Restate all of the entries exactly, dropping any pictures they hold.

[Stored items]
·····

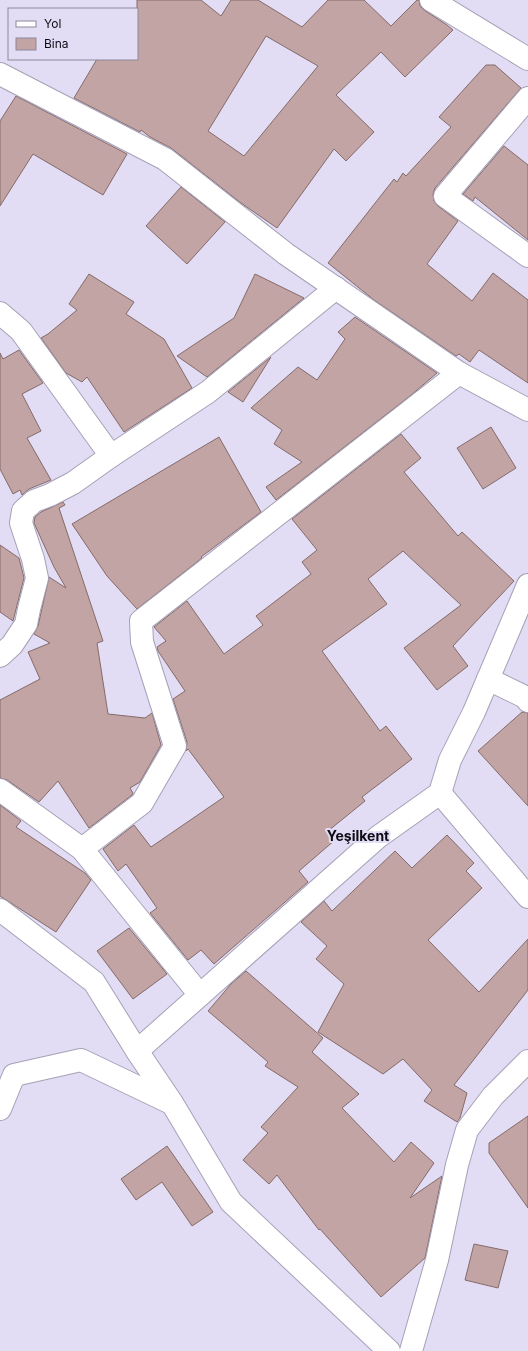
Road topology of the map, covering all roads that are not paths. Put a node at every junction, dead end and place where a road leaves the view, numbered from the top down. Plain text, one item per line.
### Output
1 (430, 0) edge
2 (528, 59) edge
3 (0, 74) edge
4 (528, 98) edge
5 (528, 256) edge
6 (336, 288) junction
7 (0, 313) edge
8 (459, 373) junction
9 (528, 410) edge
10 (111, 456) junction
11 (528, 585) edge
12 (0, 656) edge
13 (488, 679) junction
14 (528, 701) edge
15 (0, 790) edge
16 (440, 793) junction
17 (82, 850) junction
18 (528, 898) edge
19 (0, 910) edge
20 (200, 995) junction
21 (137, 1051) junction
22 (528, 1061) edge
23 (172, 1103) junction
24 (0, 1109) edge
25 (389, 1351) edge
26 (411, 1351) edge

1 - 2 street
3 - 6 street
4 - 5 street
6 - 8 street
6 - 10 street
7 - 10 street
8 - 9 street
8 - 17 street
10 - 12 street
11 - 13 street
13 - 14 street
13 - 16 street
15 - 17 street
16 - 18 street
16 - 20 street
17 - 20 street
19 - 21 street
20 - 21 street
21 - 23 street
22 - 26 street
23 - 24 street
23 - 25 street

·····

▸ **Final answer**
Road topology of the map, covering all roads that are not paths. Put a node at every junction, dead end and place where a road leaves the view, numbered from the top down. Plain text, one item per line.
### Output
1 (430, 0) edge
2 (528, 59) edge
3 (0, 74) edge
4 (528, 98) edge
5 (528, 256) edge
6 (336, 288) junction
7 (0, 313) edge
8 (459, 373) junction
9 (528, 410) edge
10 (111, 456) junction
11 (528, 585) edge
12 (0, 656) edge
13 (488, 679) junction
14 (528, 701) edge
15 (0, 790) edge
16 (440, 793) junction
17 (82, 850) junction
18 (528, 898) edge
19 (0, 910) edge
20 (200, 995) junction
21 (137, 1051) junction
22 (528, 1061) edge
23 (172, 1103) junction
24 (0, 1109) edge
25 (389, 1351) edge
26 (411, 1351) edge

1 - 2 street
3 - 6 street
4 - 5 street
6 - 8 street
6 - 10 street
7 - 10 street
8 - 9 street
8 - 17 street
10 - 12 street
11 - 13 street
13 - 14 street
13 - 16 street
15 - 17 street
16 - 18 street
16 - 20 street
17 - 20 street
19 - 21 street
20 - 21 street
21 - 23 street
22 - 26 street
23 - 24 street
23 - 25 street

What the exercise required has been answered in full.